[Aim of the exercise] No pictures belong in the answer. Repeat all the entries exactly.

[Records provided]
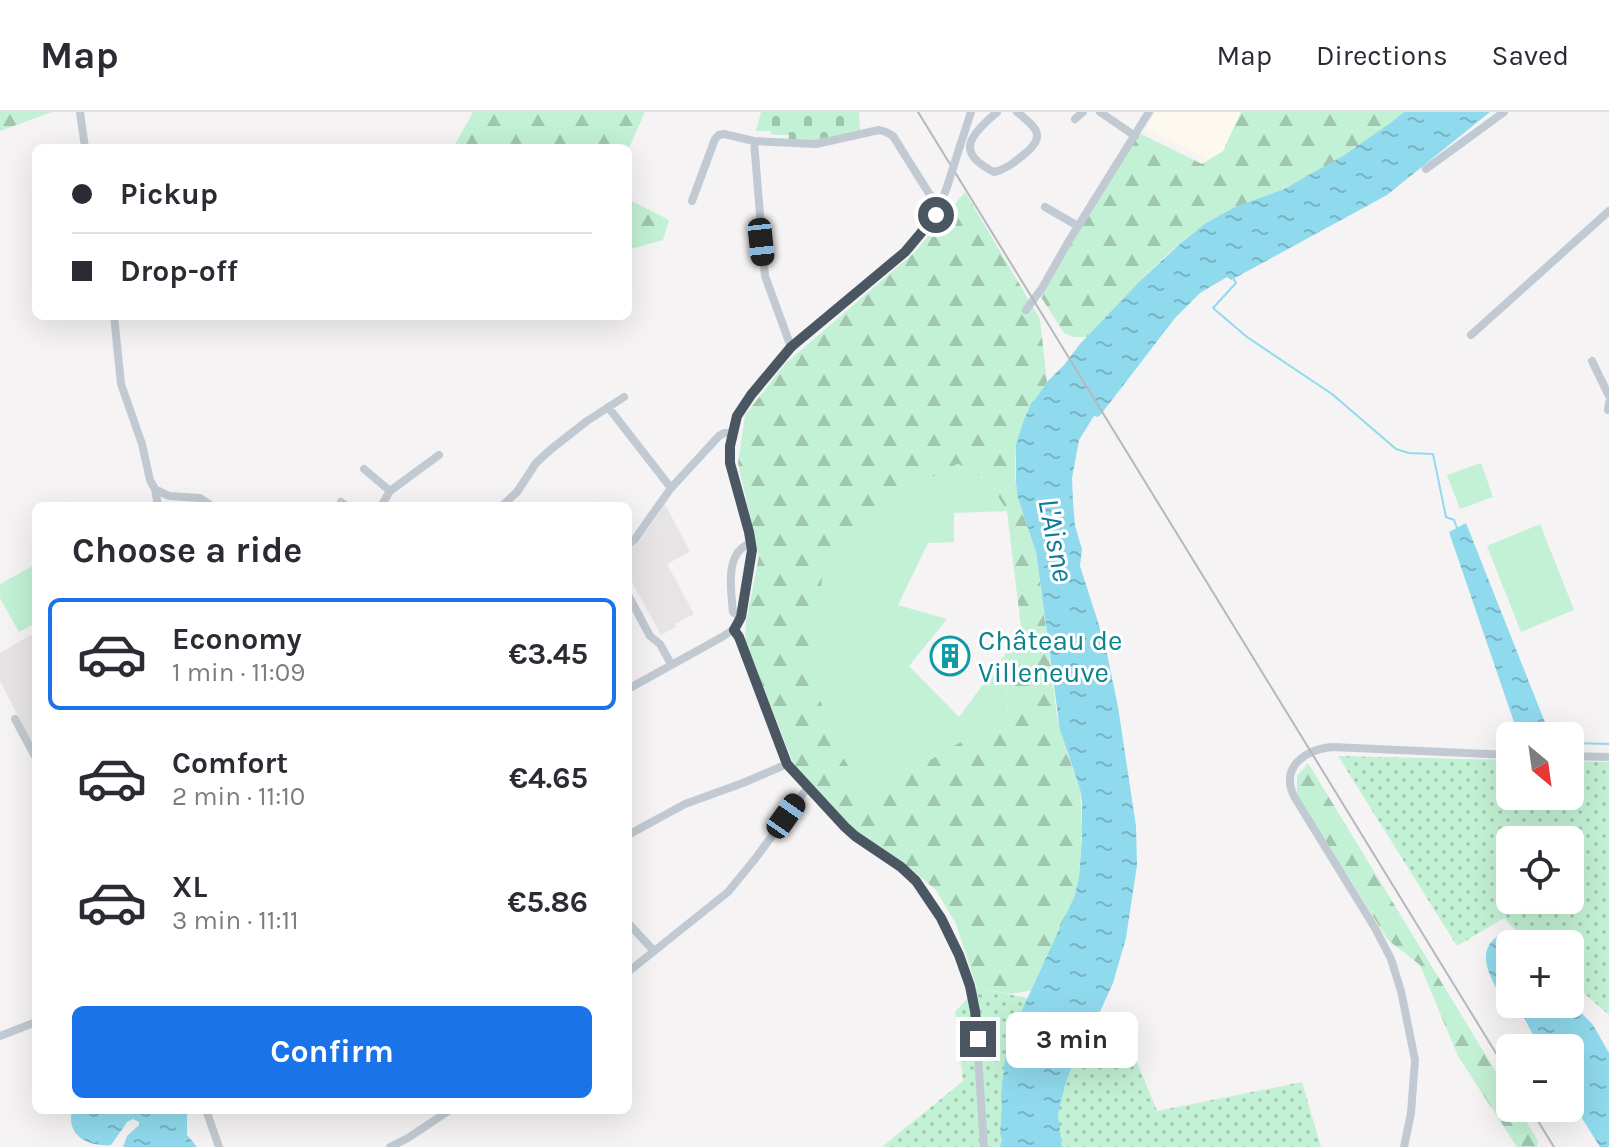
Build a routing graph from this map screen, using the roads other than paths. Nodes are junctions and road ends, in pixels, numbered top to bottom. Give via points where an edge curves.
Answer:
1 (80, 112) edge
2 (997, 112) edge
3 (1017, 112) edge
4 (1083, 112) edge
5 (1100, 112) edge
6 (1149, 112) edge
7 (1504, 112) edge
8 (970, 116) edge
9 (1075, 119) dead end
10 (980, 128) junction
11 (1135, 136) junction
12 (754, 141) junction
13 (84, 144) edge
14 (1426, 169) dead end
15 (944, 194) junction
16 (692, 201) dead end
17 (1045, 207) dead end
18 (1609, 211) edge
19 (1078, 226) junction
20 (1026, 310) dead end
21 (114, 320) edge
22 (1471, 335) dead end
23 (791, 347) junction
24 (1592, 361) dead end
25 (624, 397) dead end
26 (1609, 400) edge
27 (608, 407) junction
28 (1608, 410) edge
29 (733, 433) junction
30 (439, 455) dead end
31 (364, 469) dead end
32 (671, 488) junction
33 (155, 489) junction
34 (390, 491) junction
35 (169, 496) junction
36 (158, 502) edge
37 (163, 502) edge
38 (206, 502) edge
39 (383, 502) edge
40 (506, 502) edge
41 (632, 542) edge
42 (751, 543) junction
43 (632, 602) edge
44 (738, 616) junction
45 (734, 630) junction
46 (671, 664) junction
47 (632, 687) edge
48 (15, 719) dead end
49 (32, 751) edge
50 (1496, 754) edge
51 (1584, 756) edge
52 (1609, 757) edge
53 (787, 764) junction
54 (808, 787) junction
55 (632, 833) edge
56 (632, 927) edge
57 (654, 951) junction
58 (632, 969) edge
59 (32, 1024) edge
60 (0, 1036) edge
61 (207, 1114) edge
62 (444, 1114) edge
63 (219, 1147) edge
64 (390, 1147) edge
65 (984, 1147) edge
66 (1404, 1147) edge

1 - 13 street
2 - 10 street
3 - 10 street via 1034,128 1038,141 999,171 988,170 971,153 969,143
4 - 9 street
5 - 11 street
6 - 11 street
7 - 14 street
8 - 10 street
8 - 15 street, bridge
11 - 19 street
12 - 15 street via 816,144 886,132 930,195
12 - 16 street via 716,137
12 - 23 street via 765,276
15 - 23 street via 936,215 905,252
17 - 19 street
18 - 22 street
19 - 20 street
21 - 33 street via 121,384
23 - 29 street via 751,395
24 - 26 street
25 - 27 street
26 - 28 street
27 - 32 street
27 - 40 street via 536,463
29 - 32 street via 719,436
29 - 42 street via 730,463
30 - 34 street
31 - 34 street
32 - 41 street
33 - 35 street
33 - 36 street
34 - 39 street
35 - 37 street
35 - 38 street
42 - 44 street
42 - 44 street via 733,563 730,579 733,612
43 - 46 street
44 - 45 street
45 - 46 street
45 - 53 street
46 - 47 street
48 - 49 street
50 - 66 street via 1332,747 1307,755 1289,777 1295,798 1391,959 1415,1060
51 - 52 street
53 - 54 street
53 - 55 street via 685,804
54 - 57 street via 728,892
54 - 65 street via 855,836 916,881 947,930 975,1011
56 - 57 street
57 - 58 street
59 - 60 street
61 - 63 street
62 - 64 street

[Finished task]
Build a routing graph from this map screen, using the roads other than paths. Nodes are junctions and road ends, in pixels, numbered top to bottom. Give via points where an edge curves.
Answer:
1 (80, 112) edge
2 (997, 112) edge
3 (1017, 112) edge
4 (1083, 112) edge
5 (1100, 112) edge
6 (1149, 112) edge
7 (1504, 112) edge
8 (970, 116) edge
9 (1075, 119) dead end
10 (980, 128) junction
11 (1135, 136) junction
12 (754, 141) junction
13 (84, 144) edge
14 (1426, 169) dead end
15 (944, 194) junction
16 (692, 201) dead end
17 (1045, 207) dead end
18 (1609, 211) edge
19 (1078, 226) junction
20 (1026, 310) dead end
21 (114, 320) edge
22 (1471, 335) dead end
23 (791, 347) junction
24 (1592, 361) dead end
25 (624, 397) dead end
26 (1609, 400) edge
27 (608, 407) junction
28 (1608, 410) edge
29 (733, 433) junction
30 (439, 455) dead end
31 (364, 469) dead end
32 (671, 488) junction
33 (155, 489) junction
34 (390, 491) junction
35 (169, 496) junction
36 (158, 502) edge
37 (163, 502) edge
38 (206, 502) edge
39 (383, 502) edge
40 (506, 502) edge
41 (632, 542) edge
42 (751, 543) junction
43 (632, 602) edge
44 (738, 616) junction
45 (734, 630) junction
46 (671, 664) junction
47 (632, 687) edge
48 (15, 719) dead end
49 (32, 751) edge
50 (1496, 754) edge
51 (1584, 756) edge
52 (1609, 757) edge
53 (787, 764) junction
54 (808, 787) junction
55 (632, 833) edge
56 (632, 927) edge
57 (654, 951) junction
58 (632, 969) edge
59 (32, 1024) edge
60 (0, 1036) edge
61 (207, 1114) edge
62 (444, 1114) edge
63 (219, 1147) edge
64 (390, 1147) edge
65 (984, 1147) edge
66 (1404, 1147) edge

1 - 13 street
2 - 10 street
3 - 10 street via 1034,128 1038,141 999,171 988,170 971,153 969,143
4 - 9 street
5 - 11 street
6 - 11 street
7 - 14 street
8 - 10 street
8 - 15 street, bridge
11 - 19 street
12 - 15 street via 816,144 886,132 930,195
12 - 16 street via 716,137
12 - 23 street via 765,276
15 - 23 street via 936,215 905,252
17 - 19 street
18 - 22 street
19 - 20 street
21 - 33 street via 121,384
23 - 29 street via 751,395
24 - 26 street
25 - 27 street
26 - 28 street
27 - 32 street
27 - 40 street via 536,463
29 - 32 street via 719,436
29 - 42 street via 730,463
30 - 34 street
31 - 34 street
32 - 41 street
33 - 35 street
33 - 36 street
34 - 39 street
35 - 37 street
35 - 38 street
42 - 44 street
42 - 44 street via 733,563 730,579 733,612
43 - 46 street
44 - 45 street
45 - 46 street
45 - 53 street
46 - 47 street
48 - 49 street
50 - 66 street via 1332,747 1307,755 1289,777 1295,798 1391,959 1415,1060
51 - 52 street
53 - 54 street
53 - 55 street via 685,804
54 - 57 street via 728,892
54 - 65 street via 855,836 916,881 947,930 975,1011
56 - 57 street
57 - 58 street
59 - 60 street
61 - 63 street
62 - 64 street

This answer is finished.